The best opening line came from Siân Berry:

I’ve been asked to speak about my vision for London over the next 40 years. In some ways, this hustings is already a lot like it: it doesn’t have Boris Johnson in it!

'Calm down, Boris!' book coverSadly there was no tub of lard in the place of Boris, but Ken did turn up with a children’s book called Calm Down, Boris!, which he placed on the table behind Boris’s name card. This transpired to be some sort of book/puppet hybrid, which Ken then played with while the chair mentioned Boris’s absence.

It’s not Stop Boris’s job to assess the other candidates’ performances, other than to say, unsurprisingly, that it was clear that any one of these people would certainly make a better Mayor with a clearer vision and better grasp of policy than Boris.

Afterwards, the Boris-stoppers with the stickers bumped into Siân Berry, and offered her one. Her response was apparently: “Can I have a whole sheet please? I love the web site!” She received a whole sheet.

We’ve been promised some photos and perhaps even audio clips of this evening’s events by those Boris-stoppers in attendance. We’ll post these when we have them. If you have any good ones, or anything else to report about tonight that we haven’t been told about, please get in touch!

Stick it to Boris!

Tuesday, 1 April 2008, 22.09 by Mr. Stop Boris

…or don’t; he’d probably only remove it if you did.

A Stop Boris stickerYes, we are pleased to announce the arrival on StopBoris.org of a sheet of Stop Boris stickers for you to print out and take along to any election-related events you may be attending in the coming days and weeks, or indeed to put to any other (legal) purpose to promote the campaign to Stop Boris.

You’ll need some labels to print them onto, of course, but these are available in all good stationery shops - not to mention work stationery cupboards - for a perfectly affordable price.

There are 21 stickers on a sheet, designed to fit sheets matching the Avery template called L7160, or P21 if you want to save money by getting Ryman own-brand! I don’t see why they wouldn’t fit most sheets that are laid out in seven rows of three but don’t hold StopBoris.org responsible if they don’t! The stickers themselves measure 64×38mm, by the way.

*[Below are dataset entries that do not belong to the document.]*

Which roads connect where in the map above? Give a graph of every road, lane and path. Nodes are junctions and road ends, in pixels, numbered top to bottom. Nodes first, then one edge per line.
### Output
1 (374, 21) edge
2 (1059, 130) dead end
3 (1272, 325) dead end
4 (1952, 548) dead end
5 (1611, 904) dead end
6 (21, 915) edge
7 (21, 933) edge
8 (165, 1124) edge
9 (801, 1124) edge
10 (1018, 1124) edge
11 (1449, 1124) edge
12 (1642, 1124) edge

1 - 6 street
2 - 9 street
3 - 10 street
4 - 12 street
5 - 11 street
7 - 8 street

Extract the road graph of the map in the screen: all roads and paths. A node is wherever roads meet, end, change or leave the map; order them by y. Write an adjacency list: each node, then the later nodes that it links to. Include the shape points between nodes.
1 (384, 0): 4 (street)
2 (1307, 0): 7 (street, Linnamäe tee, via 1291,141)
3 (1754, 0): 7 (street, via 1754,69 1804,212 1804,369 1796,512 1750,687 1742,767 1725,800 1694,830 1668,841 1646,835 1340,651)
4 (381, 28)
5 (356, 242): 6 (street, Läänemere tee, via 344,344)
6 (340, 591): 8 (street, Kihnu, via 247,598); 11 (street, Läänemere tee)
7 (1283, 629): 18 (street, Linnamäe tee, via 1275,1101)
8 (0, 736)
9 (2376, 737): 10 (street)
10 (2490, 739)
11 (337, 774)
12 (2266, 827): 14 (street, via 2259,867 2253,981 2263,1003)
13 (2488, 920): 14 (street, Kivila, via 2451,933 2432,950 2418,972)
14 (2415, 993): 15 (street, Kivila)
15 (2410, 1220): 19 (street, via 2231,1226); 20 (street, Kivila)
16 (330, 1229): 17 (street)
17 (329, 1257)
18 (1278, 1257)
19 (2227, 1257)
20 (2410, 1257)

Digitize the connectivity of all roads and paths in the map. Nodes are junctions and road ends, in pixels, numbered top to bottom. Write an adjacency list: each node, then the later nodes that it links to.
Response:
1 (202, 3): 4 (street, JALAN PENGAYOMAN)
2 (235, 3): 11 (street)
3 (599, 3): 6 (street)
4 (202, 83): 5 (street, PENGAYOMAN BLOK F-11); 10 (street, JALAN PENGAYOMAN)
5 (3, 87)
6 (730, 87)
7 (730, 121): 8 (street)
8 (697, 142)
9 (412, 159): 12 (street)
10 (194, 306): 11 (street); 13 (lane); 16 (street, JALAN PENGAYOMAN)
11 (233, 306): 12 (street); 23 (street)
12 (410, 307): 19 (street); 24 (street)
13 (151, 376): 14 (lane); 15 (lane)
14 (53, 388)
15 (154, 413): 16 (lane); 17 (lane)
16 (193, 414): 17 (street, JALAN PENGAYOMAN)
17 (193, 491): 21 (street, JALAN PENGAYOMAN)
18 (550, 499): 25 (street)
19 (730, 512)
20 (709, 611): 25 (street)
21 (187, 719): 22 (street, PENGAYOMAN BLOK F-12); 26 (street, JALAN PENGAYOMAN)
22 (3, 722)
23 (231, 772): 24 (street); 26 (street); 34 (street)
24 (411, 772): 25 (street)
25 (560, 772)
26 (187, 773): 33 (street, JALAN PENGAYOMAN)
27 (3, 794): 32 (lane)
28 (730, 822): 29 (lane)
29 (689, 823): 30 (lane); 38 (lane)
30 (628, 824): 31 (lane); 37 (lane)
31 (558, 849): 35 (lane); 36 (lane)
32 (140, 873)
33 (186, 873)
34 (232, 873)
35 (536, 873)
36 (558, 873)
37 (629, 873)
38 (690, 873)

Best of luck spreading them around, Boris-stoppers - we’ll be looking out for them, and hoping to find Dave Hill blogging about them turning up at hustings!

Drugs

Monday, 31 March 2008, 23.09 by Mr. Stop Boris

Personally, I’m not into drugs - never even tried them. But I also subscribe to the view which seems to sustain London as one of the most diverse and tolerant cities in the world: everyone can do what they like, as long as their actions don’t impact undesirably on others - that sort of thing.

So personally, I don’t really care that Boris has snorted coke and smoked dope, but if you know of anyone thinking of voting for him who might care, perhaps you’d like to mention it to them!

That said, it seems pretty pathetic for him to try to cast today’s young people as somehow more depraved than he ever was by suggesting that they are all using much stronger variants of the same drugs he once enjoyed himself.

Either say: “I did drugs, I shouldn’t have done, I’m sorry, and I therefore think we should stamp down on their use”, or say: “I did drugs, I don’t regret that youthful experimentation, and I therefore think we should go a bit easier on others doing similar experimenting.” Don’t try to have your coke and snort it (to coin a phrase) by suggesting things were different in the good old days.

If anything, the only significant difference was that in his day - if we believe the type of headlines he’s usually happy to use to propagate fear of crime - there was far less drug use than there is now, making his experimentation all the more delinquent than that of today’s young people, surely?